_Data for this exercise_:
########################################

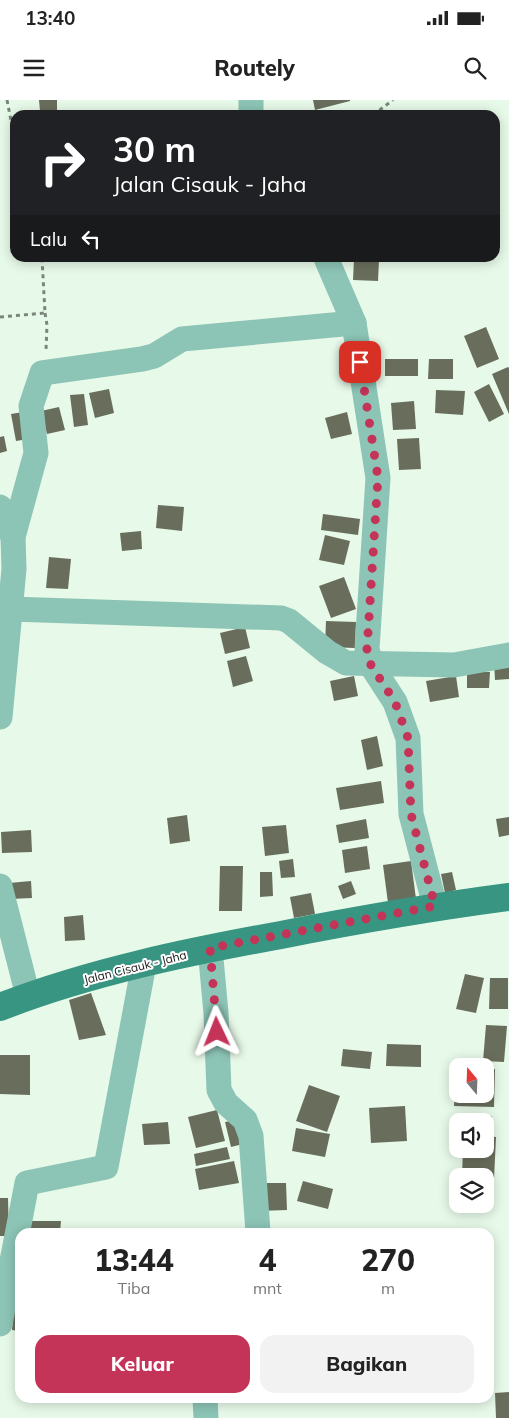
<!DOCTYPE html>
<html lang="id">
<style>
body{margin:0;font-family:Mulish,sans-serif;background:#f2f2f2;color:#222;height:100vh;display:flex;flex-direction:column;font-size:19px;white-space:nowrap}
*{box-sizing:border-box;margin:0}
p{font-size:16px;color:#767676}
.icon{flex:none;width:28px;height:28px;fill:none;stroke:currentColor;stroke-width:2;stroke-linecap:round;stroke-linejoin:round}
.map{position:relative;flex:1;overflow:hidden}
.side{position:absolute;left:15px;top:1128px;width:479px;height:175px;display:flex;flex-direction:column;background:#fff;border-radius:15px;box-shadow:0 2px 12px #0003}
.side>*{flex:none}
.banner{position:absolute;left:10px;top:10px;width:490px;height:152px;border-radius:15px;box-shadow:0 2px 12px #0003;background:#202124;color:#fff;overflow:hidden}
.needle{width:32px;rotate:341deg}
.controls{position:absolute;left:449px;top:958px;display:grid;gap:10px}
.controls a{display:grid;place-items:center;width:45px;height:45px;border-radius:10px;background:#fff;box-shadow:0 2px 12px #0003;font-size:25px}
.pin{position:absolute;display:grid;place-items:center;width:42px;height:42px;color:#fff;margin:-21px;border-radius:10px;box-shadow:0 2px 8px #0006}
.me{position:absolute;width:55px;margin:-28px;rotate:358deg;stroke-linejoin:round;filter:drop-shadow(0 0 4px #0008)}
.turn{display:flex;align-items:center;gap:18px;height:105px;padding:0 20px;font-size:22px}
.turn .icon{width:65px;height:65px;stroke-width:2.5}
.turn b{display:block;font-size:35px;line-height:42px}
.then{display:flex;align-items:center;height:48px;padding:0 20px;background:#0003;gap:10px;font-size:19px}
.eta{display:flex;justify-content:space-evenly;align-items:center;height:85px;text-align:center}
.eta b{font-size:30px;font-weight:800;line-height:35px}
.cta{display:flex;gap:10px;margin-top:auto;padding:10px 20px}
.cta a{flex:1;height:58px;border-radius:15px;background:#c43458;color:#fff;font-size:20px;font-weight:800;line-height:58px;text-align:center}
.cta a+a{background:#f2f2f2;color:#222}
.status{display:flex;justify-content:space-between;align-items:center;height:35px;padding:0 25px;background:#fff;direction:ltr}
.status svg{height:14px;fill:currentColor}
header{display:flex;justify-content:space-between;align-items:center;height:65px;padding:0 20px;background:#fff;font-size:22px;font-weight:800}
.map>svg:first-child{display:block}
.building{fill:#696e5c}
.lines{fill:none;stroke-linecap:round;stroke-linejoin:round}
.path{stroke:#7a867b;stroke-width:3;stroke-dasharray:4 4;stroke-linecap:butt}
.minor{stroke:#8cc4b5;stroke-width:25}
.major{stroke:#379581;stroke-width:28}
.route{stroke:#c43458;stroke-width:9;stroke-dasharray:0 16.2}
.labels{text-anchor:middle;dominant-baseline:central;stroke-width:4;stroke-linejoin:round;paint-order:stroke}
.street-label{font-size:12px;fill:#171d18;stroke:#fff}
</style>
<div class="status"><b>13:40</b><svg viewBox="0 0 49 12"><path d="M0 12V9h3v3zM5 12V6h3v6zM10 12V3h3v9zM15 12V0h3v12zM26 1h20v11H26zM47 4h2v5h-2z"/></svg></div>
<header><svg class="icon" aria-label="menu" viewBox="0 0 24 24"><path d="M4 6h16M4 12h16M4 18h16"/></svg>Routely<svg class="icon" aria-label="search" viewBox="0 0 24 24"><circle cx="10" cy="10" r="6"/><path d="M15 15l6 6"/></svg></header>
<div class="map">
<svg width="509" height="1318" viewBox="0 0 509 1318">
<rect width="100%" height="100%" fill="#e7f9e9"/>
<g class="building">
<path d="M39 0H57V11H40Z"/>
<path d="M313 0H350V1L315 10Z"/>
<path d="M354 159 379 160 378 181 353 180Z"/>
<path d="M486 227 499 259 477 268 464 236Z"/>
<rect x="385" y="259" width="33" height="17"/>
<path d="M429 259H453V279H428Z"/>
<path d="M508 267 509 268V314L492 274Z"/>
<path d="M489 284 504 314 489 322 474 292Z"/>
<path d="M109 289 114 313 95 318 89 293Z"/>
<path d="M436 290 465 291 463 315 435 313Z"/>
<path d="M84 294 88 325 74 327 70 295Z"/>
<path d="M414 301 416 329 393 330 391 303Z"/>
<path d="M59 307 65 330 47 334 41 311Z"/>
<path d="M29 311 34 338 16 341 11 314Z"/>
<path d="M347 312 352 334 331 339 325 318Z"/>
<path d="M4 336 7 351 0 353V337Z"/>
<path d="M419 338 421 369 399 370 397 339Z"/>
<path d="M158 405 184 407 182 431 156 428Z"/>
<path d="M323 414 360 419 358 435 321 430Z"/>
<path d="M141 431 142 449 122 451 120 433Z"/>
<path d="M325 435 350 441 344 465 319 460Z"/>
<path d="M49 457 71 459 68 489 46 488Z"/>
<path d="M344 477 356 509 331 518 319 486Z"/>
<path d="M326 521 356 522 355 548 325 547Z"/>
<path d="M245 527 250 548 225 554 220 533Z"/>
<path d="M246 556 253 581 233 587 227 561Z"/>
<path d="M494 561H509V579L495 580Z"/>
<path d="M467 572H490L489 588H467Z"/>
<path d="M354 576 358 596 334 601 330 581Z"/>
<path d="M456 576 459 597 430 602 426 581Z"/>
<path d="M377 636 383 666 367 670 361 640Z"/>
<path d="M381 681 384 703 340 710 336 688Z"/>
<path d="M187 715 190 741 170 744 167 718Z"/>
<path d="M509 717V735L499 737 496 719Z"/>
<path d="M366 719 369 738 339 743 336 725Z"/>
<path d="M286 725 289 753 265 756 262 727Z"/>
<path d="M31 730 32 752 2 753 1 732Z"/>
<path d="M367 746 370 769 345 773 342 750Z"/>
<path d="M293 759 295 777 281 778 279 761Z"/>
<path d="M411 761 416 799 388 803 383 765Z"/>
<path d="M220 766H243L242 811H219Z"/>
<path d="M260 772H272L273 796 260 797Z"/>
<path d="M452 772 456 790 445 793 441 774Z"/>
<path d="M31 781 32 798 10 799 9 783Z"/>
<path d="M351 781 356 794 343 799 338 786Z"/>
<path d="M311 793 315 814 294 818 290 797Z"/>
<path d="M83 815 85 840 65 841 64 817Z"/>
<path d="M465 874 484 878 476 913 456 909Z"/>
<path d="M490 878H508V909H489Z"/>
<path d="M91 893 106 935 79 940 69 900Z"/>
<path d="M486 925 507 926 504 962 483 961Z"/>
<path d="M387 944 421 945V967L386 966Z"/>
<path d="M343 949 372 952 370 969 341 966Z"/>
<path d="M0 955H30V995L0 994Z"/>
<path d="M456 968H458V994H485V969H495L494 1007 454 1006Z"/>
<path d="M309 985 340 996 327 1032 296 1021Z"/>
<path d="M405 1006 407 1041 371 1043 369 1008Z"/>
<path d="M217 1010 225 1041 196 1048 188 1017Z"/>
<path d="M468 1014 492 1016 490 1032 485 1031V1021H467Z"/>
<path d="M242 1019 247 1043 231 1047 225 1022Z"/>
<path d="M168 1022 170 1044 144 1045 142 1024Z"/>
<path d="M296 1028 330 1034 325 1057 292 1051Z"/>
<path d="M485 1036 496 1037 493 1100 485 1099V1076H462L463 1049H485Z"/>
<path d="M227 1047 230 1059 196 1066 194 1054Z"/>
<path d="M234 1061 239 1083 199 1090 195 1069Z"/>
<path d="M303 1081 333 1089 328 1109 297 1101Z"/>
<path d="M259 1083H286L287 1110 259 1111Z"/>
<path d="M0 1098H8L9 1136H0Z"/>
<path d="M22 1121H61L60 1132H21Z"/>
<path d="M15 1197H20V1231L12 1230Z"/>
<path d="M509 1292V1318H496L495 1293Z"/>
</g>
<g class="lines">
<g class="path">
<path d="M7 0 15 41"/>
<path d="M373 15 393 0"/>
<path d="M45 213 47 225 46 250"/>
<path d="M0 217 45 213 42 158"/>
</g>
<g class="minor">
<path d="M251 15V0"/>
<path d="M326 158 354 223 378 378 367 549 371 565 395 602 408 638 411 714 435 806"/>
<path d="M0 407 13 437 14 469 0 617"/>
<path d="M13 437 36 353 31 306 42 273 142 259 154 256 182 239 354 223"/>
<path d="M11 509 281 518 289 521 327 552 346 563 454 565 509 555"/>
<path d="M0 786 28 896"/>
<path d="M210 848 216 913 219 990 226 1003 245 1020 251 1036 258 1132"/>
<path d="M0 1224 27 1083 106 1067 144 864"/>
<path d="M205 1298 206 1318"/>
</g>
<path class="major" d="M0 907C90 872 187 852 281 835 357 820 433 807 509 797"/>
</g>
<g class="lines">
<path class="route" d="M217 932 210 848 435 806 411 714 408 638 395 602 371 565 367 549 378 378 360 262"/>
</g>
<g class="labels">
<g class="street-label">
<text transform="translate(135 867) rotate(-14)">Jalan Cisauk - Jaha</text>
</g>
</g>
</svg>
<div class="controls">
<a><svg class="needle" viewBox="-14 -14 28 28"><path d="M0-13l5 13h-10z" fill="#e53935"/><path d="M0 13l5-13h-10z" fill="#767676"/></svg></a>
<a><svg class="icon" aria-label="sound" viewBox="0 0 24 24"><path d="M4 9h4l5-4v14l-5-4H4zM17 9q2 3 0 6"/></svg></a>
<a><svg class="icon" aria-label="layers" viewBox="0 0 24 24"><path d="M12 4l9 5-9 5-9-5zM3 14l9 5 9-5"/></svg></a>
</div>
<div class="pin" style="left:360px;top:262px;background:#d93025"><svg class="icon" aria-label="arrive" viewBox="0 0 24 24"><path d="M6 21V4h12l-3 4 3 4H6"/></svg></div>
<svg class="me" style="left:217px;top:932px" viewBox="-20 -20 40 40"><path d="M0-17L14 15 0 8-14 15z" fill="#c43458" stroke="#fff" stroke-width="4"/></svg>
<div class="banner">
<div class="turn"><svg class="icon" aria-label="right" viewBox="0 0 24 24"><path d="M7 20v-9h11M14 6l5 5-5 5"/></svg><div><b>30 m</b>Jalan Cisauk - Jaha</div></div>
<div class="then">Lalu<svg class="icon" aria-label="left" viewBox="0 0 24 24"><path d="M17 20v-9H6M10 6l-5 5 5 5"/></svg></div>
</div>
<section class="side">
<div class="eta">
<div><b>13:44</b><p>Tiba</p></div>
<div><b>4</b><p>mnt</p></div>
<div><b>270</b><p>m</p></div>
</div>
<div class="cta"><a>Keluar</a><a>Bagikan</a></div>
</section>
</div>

########################################

_Brief_:
Search the records for the word "grid", then list every line that has it.

_Solution to this exercise_:
.controls{position:absolute;left:449px;top:958px;display:grid;gap:10px}
.controls a{display:grid;place-items:center;width:45px;height:45px;border-radius:10px;background:#fff;box-shadow:0 2px 12px #0003;font-size:25px}
.pin{position:absolute;display:grid;place-items:center;width:42px;height:42px;color:#fff;margin:-21px;border-radius:10px;box-shadow:0 2px 8px #0006}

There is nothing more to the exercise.